--- Record set ---

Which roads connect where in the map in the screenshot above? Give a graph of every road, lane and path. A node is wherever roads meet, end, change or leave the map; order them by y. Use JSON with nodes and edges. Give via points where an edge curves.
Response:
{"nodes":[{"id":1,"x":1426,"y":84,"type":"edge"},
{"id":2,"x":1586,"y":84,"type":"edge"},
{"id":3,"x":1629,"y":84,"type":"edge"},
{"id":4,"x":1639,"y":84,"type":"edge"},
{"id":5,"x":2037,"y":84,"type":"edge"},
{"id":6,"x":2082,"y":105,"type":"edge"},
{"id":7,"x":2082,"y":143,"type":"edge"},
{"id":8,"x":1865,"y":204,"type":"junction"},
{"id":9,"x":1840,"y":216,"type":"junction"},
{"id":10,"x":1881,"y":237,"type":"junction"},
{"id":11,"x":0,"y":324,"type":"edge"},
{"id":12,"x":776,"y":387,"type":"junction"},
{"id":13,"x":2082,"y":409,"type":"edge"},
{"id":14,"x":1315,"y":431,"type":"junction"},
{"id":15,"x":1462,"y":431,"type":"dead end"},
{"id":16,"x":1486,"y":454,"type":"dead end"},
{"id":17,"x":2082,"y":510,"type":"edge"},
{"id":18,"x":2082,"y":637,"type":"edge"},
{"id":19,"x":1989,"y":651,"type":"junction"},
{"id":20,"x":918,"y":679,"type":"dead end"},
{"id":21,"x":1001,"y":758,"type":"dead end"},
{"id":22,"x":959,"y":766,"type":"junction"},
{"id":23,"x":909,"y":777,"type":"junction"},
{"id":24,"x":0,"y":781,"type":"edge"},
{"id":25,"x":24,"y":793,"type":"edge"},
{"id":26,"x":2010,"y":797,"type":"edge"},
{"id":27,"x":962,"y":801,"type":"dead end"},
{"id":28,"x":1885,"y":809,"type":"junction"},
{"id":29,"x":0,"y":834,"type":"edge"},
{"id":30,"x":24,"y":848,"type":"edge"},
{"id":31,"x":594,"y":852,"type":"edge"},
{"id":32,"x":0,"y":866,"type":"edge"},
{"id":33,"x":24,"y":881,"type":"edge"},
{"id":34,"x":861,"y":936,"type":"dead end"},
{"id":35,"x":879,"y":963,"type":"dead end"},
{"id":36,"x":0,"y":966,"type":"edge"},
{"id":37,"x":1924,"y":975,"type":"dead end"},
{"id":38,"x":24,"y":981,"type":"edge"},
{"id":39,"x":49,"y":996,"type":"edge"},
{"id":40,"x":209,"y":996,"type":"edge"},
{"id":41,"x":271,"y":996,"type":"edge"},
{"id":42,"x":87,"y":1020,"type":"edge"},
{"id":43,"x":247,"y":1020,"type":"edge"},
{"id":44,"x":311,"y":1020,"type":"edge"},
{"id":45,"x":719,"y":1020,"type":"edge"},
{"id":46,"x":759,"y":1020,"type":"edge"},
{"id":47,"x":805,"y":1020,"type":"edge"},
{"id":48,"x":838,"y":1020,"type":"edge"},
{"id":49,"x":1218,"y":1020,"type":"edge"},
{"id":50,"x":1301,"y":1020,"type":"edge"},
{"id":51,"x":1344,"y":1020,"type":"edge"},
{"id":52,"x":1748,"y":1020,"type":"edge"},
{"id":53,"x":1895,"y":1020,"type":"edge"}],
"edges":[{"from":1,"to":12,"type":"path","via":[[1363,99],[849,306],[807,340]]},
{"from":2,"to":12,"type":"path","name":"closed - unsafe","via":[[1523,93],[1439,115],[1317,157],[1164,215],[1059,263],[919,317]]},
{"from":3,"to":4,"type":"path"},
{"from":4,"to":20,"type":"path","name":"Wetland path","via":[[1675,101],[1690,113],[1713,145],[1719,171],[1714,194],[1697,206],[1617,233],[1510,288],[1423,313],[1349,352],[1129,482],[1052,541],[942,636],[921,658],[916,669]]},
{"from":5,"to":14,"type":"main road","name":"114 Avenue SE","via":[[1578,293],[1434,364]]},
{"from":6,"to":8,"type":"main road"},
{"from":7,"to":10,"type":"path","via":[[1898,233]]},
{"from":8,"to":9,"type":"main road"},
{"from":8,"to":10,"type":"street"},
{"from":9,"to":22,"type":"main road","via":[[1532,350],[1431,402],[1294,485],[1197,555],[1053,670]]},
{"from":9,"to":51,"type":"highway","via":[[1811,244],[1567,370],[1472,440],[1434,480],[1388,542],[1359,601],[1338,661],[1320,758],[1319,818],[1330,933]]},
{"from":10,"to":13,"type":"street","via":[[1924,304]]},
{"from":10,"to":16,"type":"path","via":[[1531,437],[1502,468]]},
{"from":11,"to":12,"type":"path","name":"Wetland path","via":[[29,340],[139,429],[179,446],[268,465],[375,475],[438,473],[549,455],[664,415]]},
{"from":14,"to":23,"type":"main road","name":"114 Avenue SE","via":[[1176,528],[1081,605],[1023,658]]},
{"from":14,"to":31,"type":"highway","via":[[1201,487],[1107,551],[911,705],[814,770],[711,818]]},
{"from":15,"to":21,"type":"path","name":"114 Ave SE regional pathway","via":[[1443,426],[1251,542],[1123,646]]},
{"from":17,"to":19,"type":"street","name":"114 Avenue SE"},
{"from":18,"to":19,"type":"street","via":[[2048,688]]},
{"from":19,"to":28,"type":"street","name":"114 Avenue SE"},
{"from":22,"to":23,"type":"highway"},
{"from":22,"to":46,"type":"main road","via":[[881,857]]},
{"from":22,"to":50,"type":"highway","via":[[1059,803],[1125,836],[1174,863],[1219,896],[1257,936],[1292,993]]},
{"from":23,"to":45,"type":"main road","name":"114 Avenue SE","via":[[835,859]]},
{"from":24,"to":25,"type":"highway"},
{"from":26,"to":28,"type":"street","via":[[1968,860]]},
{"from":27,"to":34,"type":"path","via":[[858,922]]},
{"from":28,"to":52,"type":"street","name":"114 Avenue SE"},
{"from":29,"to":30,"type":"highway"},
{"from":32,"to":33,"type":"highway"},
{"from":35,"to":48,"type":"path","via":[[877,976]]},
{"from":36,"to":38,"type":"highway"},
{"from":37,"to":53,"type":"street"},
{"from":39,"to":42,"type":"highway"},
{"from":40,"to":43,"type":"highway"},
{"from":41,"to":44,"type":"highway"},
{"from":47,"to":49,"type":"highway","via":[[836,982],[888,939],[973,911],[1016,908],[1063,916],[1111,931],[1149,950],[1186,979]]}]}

---

Required work
Restate each record exactly as written.

Completed task
Which roads connect where in the map in the screenshot above? Give a graph of every road, lane and path. A node is wherever roads meet, end, change or leave the map; order them by y. Use JSON with nodes and edges. Give via points where an edge curves.
Response:
{"nodes":[{"id":1,"x":1426,"y":84,"type":"edge"},
{"id":2,"x":1586,"y":84,"type":"edge"},
{"id":3,"x":1629,"y":84,"type":"edge"},
{"id":4,"x":1639,"y":84,"type":"edge"},
{"id":5,"x":2037,"y":84,"type":"edge"},
{"id":6,"x":2082,"y":105,"type":"edge"},
{"id":7,"x":2082,"y":143,"type":"edge"},
{"id":8,"x":1865,"y":204,"type":"junction"},
{"id":9,"x":1840,"y":216,"type":"junction"},
{"id":10,"x":1881,"y":237,"type":"junction"},
{"id":11,"x":0,"y":324,"type":"edge"},
{"id":12,"x":776,"y":387,"type":"junction"},
{"id":13,"x":2082,"y":409,"type":"edge"},
{"id":14,"x":1315,"y":431,"type":"junction"},
{"id":15,"x":1462,"y":431,"type":"dead end"},
{"id":16,"x":1486,"y":454,"type":"dead end"},
{"id":17,"x":2082,"y":510,"type":"edge"},
{"id":18,"x":2082,"y":637,"type":"edge"},
{"id":19,"x":1989,"y":651,"type":"junction"},
{"id":20,"x":918,"y":679,"type":"dead end"},
{"id":21,"x":1001,"y":758,"type":"dead end"},
{"id":22,"x":959,"y":766,"type":"junction"},
{"id":23,"x":909,"y":777,"type":"junction"},
{"id":24,"x":0,"y":781,"type":"edge"},
{"id":25,"x":24,"y":793,"type":"edge"},
{"id":26,"x":2010,"y":797,"type":"edge"},
{"id":27,"x":962,"y":801,"type":"dead end"},
{"id":28,"x":1885,"y":809,"type":"junction"},
{"id":29,"x":0,"y":834,"type":"edge"},
{"id":30,"x":24,"y":848,"type":"edge"},
{"id":31,"x":594,"y":852,"type":"edge"},
{"id":32,"x":0,"y":866,"type":"edge"},
{"id":33,"x":24,"y":881,"type":"edge"},
{"id":34,"x":861,"y":936,"type":"dead end"},
{"id":35,"x":879,"y":963,"type":"dead end"},
{"id":36,"x":0,"y":966,"type":"edge"},
{"id":37,"x":1924,"y":975,"type":"dead end"},
{"id":38,"x":24,"y":981,"type":"edge"},
{"id":39,"x":49,"y":996,"type":"edge"},
{"id":40,"x":209,"y":996,"type":"edge"},
{"id":41,"x":271,"y":996,"type":"edge"},
{"id":42,"x":87,"y":1020,"type":"edge"},
{"id":43,"x":247,"y":1020,"type":"edge"},
{"id":44,"x":311,"y":1020,"type":"edge"},
{"id":45,"x":719,"y":1020,"type":"edge"},
{"id":46,"x":759,"y":1020,"type":"edge"},
{"id":47,"x":805,"y":1020,"type":"edge"},
{"id":48,"x":838,"y":1020,"type":"edge"},
{"id":49,"x":1218,"y":1020,"type":"edge"},
{"id":50,"x":1301,"y":1020,"type":"edge"},
{"id":51,"x":1344,"y":1020,"type":"edge"},
{"id":52,"x":1748,"y":1020,"type":"edge"},
{"id":53,"x":1895,"y":1020,"type":"edge"}],
"edges":[{"from":1,"to":12,"type":"path","via":[[1363,99],[849,306],[807,340]]},
{"from":2,"to":12,"type":"path","name":"closed - unsafe","via":[[1523,93],[1439,115],[1317,157],[1164,215],[1059,263],[919,317]]},
{"from":3,"to":4,"type":"path"},
{"from":4,"to":20,"type":"path","name":"Wetland path","via":[[1675,101],[1690,113],[1713,145],[1719,171],[1714,194],[1697,206],[1617,233],[1510,288],[1423,313],[1349,352],[1129,482],[1052,541],[942,636],[921,658],[916,669]]},
{"from":5,"to":14,"type":"main road","name":"114 Avenue SE","via":[[1578,293],[1434,364]]},
{"from":6,"to":8,"type":"main road"},
{"from":7,"to":10,"type":"path","via":[[1898,233]]},
{"from":8,"to":9,"type":"main road"},
{"from":8,"to":10,"type":"street"},
{"from":9,"to":22,"type":"main road","via":[[1532,350],[1431,402],[1294,485],[1197,555],[1053,670]]},
{"from":9,"to":51,"type":"highway","via":[[1811,244],[1567,370],[1472,440],[1434,480],[1388,542],[1359,601],[1338,661],[1320,758],[1319,818],[1330,933]]},
{"from":10,"to":13,"type":"street","via":[[1924,304]]},
{"from":10,"to":16,"type":"path","via":[[1531,437],[1502,468]]},
{"from":11,"to":12,"type":"path","name":"Wetland path","via":[[29,340],[139,429],[179,446],[268,465],[375,475],[438,473],[549,455],[664,415]]},
{"from":14,"to":23,"type":"main road","name":"114 Avenue SE","via":[[1176,528],[1081,605],[1023,658]]},
{"from":14,"to":31,"type":"highway","via":[[1201,487],[1107,551],[911,705],[814,770],[711,818]]},
{"from":15,"to":21,"type":"path","name":"114 Ave SE regional pathway","via":[[1443,426],[1251,542],[1123,646]]},
{"from":17,"to":19,"type":"street","name":"114 Avenue SE"},
{"from":18,"to":19,"type":"street","via":[[2048,688]]},
{"from":19,"to":28,"type":"street","name":"114 Avenue SE"},
{"from":22,"to":23,"type":"highway"},
{"from":22,"to":46,"type":"main road","via":[[881,857]]},
{"from":22,"to":50,"type":"highway","via":[[1059,803],[1125,836],[1174,863],[1219,896],[1257,936],[1292,993]]},
{"from":23,"to":45,"type":"main road","name":"114 Avenue SE","via":[[835,859]]},
{"from":24,"to":25,"type":"highway"},
{"from":26,"to":28,"type":"street","via":[[1968,860]]},
{"from":27,"to":34,"type":"path","via":[[858,922]]},
{"from":28,"to":52,"type":"street","name":"114 Avenue SE"},
{"from":29,"to":30,"type":"highway"},
{"from":32,"to":33,"type":"highway"},
{"from":35,"to":48,"type":"path","via":[[877,976]]},
{"from":36,"to":38,"type":"highway"},
{"from":37,"to":53,"type":"street"},
{"from":39,"to":42,"type":"highway"},
{"from":40,"to":43,"type":"highway"},
{"from":41,"to":44,"type":"highway"},
{"from":47,"to":49,"type":"highway","via":[[836,982],[888,939],[973,911],[1016,908],[1063,916],[1111,931],[1149,950],[1186,979]]}]}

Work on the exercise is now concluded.